What is the justification behind this IV?

## Exercise 7

The reduced form model using `samesex` is

* $kidcount = \pi_1 + \pi_2 nonmomi + \pi_3 black + \pi_4 educ + \pi_5 age + \pi_6 age^2 + \pi_7 samesex + v$.

Using your function `lm_ols`, run the reduced form regression for `kidcount`. 

Report your results in the following table:

**TABLE 2: Estimates of $\pi_7$ in the first stage regression**

|                           | $\widehat{\pi}_7$  |
|---------------------------|--------------------|
| Point estimate            | 0.00               |
| Standard error            | 0.00               |
| t-statistic               | 0.00               |

Interpret your results: Is `samesex` a good instrument?

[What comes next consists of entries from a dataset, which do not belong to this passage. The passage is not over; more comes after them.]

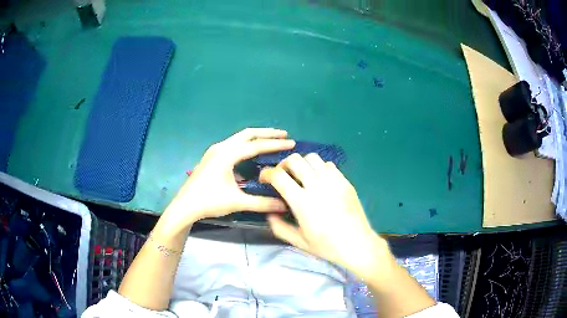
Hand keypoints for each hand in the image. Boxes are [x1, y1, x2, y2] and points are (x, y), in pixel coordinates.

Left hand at [163, 128, 294, 228]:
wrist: (185, 206)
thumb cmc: (209, 201)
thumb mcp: (237, 202)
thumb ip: (262, 203)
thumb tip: (284, 205)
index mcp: (227, 154)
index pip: (256, 145)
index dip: (275, 144)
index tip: (292, 143)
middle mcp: (221, 147)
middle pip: (248, 134)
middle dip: (267, 133)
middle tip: (284, 134)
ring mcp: (215, 150)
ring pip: (239, 138)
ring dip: (256, 137)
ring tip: (271, 140)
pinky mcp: (212, 156)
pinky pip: (234, 144)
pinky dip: (247, 144)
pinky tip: (252, 152)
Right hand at [259, 153, 389, 278]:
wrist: (357, 244)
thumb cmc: (327, 246)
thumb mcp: (298, 242)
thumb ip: (279, 227)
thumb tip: (270, 212)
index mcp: (302, 202)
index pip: (279, 176)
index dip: (267, 173)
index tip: (264, 179)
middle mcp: (317, 186)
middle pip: (295, 160)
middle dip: (283, 165)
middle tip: (282, 176)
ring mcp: (334, 181)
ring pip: (312, 158)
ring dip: (301, 164)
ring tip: (301, 177)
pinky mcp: (345, 181)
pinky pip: (328, 164)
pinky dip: (318, 168)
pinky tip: (319, 181)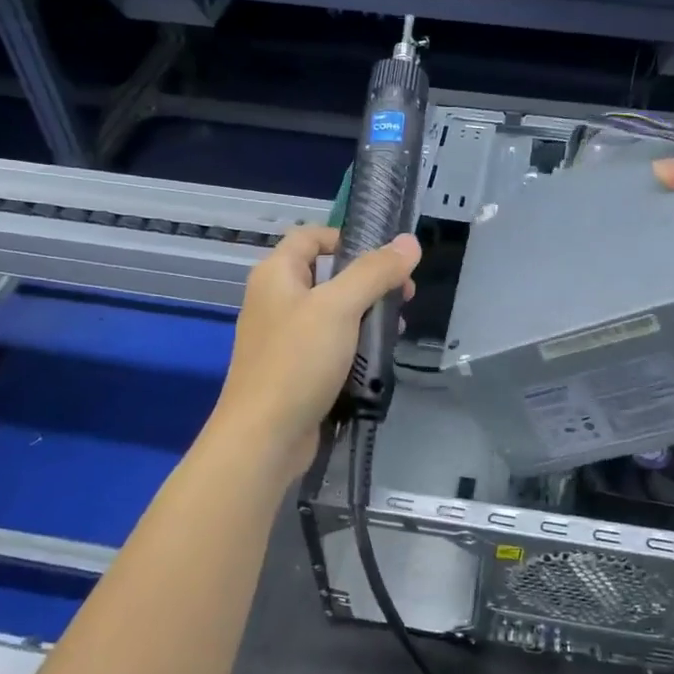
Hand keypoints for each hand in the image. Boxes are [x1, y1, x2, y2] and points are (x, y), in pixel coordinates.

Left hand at [211, 225, 421, 475]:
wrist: (264, 437)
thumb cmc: (298, 361)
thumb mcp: (339, 307)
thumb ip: (375, 272)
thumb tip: (409, 242)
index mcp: (276, 274)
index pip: (310, 236)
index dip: (346, 238)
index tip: (385, 257)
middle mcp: (275, 300)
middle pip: (326, 275)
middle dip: (368, 281)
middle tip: (403, 296)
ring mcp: (283, 338)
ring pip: (331, 312)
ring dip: (365, 315)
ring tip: (396, 329)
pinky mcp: (294, 370)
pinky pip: (328, 345)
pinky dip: (354, 345)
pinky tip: (378, 357)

(In your code, use the matrix naming convention from the lecture (where you split $X$ in $X_1$ and $X_2$ and likewise with $Z$).)

## Exercise 8

Write a function `lm_iv` that takes the arguments `Y` and `X_1`, `X_2`, `Z_1`, and `Z_2` and returns

* a vector containing the IV estimator;

* a matrix containing the estimated asymptotic covariance of $\widehat{\beta}^{IV}$.


## Exercise 9

Use your function `lm_iv` to obtain $\widehat{\beta}^{IV}$, and the function `lm_inferenece` to obtain its standard error and t-statistic and report your results in Table 1 above.

## Exercise 10

The data set contains a second possible instrumental variable, `multi2nd`. Write a function `lm_2sls` to be able to run a 2SLS estimation.

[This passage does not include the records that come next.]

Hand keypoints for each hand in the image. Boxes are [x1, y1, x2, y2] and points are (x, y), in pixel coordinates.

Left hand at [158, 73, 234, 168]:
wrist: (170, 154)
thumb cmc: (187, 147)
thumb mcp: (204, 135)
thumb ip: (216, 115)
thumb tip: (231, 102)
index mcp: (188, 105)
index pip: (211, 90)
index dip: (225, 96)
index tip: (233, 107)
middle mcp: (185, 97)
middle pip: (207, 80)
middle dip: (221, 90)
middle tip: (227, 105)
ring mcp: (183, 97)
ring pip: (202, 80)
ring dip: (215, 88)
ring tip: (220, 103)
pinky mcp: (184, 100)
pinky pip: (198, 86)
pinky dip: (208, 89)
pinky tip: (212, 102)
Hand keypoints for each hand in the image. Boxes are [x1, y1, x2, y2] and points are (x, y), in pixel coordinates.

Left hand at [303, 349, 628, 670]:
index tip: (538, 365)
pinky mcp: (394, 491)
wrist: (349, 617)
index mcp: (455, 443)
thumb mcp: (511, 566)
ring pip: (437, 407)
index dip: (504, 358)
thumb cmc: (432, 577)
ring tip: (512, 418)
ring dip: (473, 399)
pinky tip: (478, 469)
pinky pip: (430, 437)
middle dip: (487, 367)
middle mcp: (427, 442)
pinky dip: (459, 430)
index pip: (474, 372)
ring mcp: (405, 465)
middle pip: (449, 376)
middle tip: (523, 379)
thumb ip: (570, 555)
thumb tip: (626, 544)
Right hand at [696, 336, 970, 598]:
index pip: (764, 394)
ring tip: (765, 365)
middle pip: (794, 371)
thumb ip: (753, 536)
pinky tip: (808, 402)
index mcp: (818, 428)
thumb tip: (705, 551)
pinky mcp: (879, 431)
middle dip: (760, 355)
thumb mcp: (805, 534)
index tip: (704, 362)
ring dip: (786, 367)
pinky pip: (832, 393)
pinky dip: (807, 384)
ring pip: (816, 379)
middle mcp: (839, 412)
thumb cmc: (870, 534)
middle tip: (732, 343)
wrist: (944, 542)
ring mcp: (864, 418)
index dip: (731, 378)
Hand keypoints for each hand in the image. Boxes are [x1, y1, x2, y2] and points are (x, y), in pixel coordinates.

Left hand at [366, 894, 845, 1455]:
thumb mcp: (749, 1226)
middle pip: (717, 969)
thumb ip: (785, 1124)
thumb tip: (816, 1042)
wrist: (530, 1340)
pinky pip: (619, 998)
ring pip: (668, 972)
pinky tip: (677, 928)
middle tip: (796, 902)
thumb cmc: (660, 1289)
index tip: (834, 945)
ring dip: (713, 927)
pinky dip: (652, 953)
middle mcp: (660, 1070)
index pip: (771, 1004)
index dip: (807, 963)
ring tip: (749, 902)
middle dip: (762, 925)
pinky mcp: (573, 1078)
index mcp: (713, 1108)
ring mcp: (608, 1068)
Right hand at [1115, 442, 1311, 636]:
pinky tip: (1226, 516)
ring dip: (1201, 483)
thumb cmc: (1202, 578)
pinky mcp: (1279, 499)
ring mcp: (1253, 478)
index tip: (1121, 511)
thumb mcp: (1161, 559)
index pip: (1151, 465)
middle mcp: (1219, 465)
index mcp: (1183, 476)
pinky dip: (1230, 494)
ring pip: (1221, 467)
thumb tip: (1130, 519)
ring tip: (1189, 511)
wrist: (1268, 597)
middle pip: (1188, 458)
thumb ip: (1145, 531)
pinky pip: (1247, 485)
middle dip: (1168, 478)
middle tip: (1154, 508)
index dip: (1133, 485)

The function `lm_2sls` takes the arguments `Y` and `X_1`, `X_2`, `Z_1`, and `Z_2` and returns

* a vector containing the 2SLS estimates;

* a matrix containing the estimated asymptotic covariance matrix of $\widehat{\beta}^{2SLS}$.

## Exercise 11

Use the function `lm_2sls` to estimate $\beta_2$ via 2SLS using `samesex` and `multi2nd` as instrumental variables. Report your results in the Table 1 above. Also report the standard errors and t-statistic.

## Exercise 12

Take a closer look at the first stage regression:

* $kidcount = \pi_1 + \pi_2 nonmomi + \pi_3 black + \pi_4 educ + \pi_5 age + \pi_6 age^2 + \pi_7 samesex + \pi_8 multi2nd + w$.

Using your function `lm_ols`, run the reduced form regression for `kidcount`.

Report your results in the following table:

**TABLE 3: Estimates of $\pi_7$ and $\pi_8$ in the first stage regression**

|                           | $\widehat{\pi}_7$  | $\widehat{\pi}_8$  |
|---------------------------|--------------------|--------------------|
| Point estimate            | 0.00               | 0.00               |
| Standard error            | 0.00               | 0.00               |
| t-statistic               | 0.00               | 0.00               |

Interpret your results: Are `samesex` and `multi2nd` good instruments?


## Exercise 13

Write a function `lm_2sls_ftest` that takes the arguments `Y` and `X_1`, `X_2`, `Z_1`, and `Z_2` and returns

* a scalar containing the first stage F-statistic for the restriction that the coefficients of $Z_2$ equal zero.

Once you have calculated the F-statistic, you can use Stock and Yogo's weak IV cutoffs to make a decision with regard to the strength/weakness of your instruments. What do you find?

Here's a brief reminder about the first stage $F$-test (it generalized straightforwardly to any F-test in linear regression.) In the first stage you run this regression:

$$
X_{2i} = Z_{i1} \pi_1 + Z_{2i} \pi_2 + v_i
$$

You want to test if $\pi_2 = 0$ where $\dim(\pi_2) = L_2$ with $L_2$ possibly exceeding 1.

You have estimated $\pi$ by $\widehat{\pi}$ using OLS and you have estimated the covariance matrix so that

$$
\sqrt{N} (\widehat{\pi} - \pi) \overset{\text{approx}}{\sim} \mathcal{N} (0, \widehat{\Omega})
$$

Define the $L \times L_2$ dimensional matrix $R := (0_{L_2 \times K_1}, \quad I_{L_2})'$ for the purpose of selecting the appropriate elements of 
$\widehat{\pi} - \pi$. Then $R' (\widehat{\pi} - \pi) = \pi_2$. 

It follows that

$$
\sqrt{N} R' (\widehat{\pi} - \pi) \overset{\text{approx}}{\sim} \mathcal{N} (0, R' \widehat{\Omega} R).
$$

It follows, after the typical normal standardization, that for the quadratic form
$$
N (R' (\widehat{\pi} - \pi))' (R' \widehat{\Omega} R)^{-1} (R' (\widehat{\pi} - \pi))
\overset{\text{approx}}{\sim} \chi^2_{L_2}
$$

Our null hypothesis is that $\pi = 0$, consequently
$$
N (R' \widehat{\pi})' (R' \widehat{\Omega} R)^{-1} (R' \widehat{\pi})
\overset{\text{approx}}{\sim} \chi^2_{L_2}
$$

The F-statistic is the left hand side divided by $L_2$:
$$
F := 
\frac{N (R' \widehat{\pi})' (R' \widehat{\Omega} R)^{-1} (R' \widehat{\pi})}{L_2}
$$

(Notice: Hansen, in chapters 9.10 and 9.14, explains that for the purpose of calculating F one could use $\widehat{\Omega}$ that corresponds to the covariance estimator under *homoskedasticity*. Using the heteroskedasticity-robust version is ok here if you find it less confusing. The final test result happens to be unaffected.)




## Exercise 14

Calculate the F-statistic.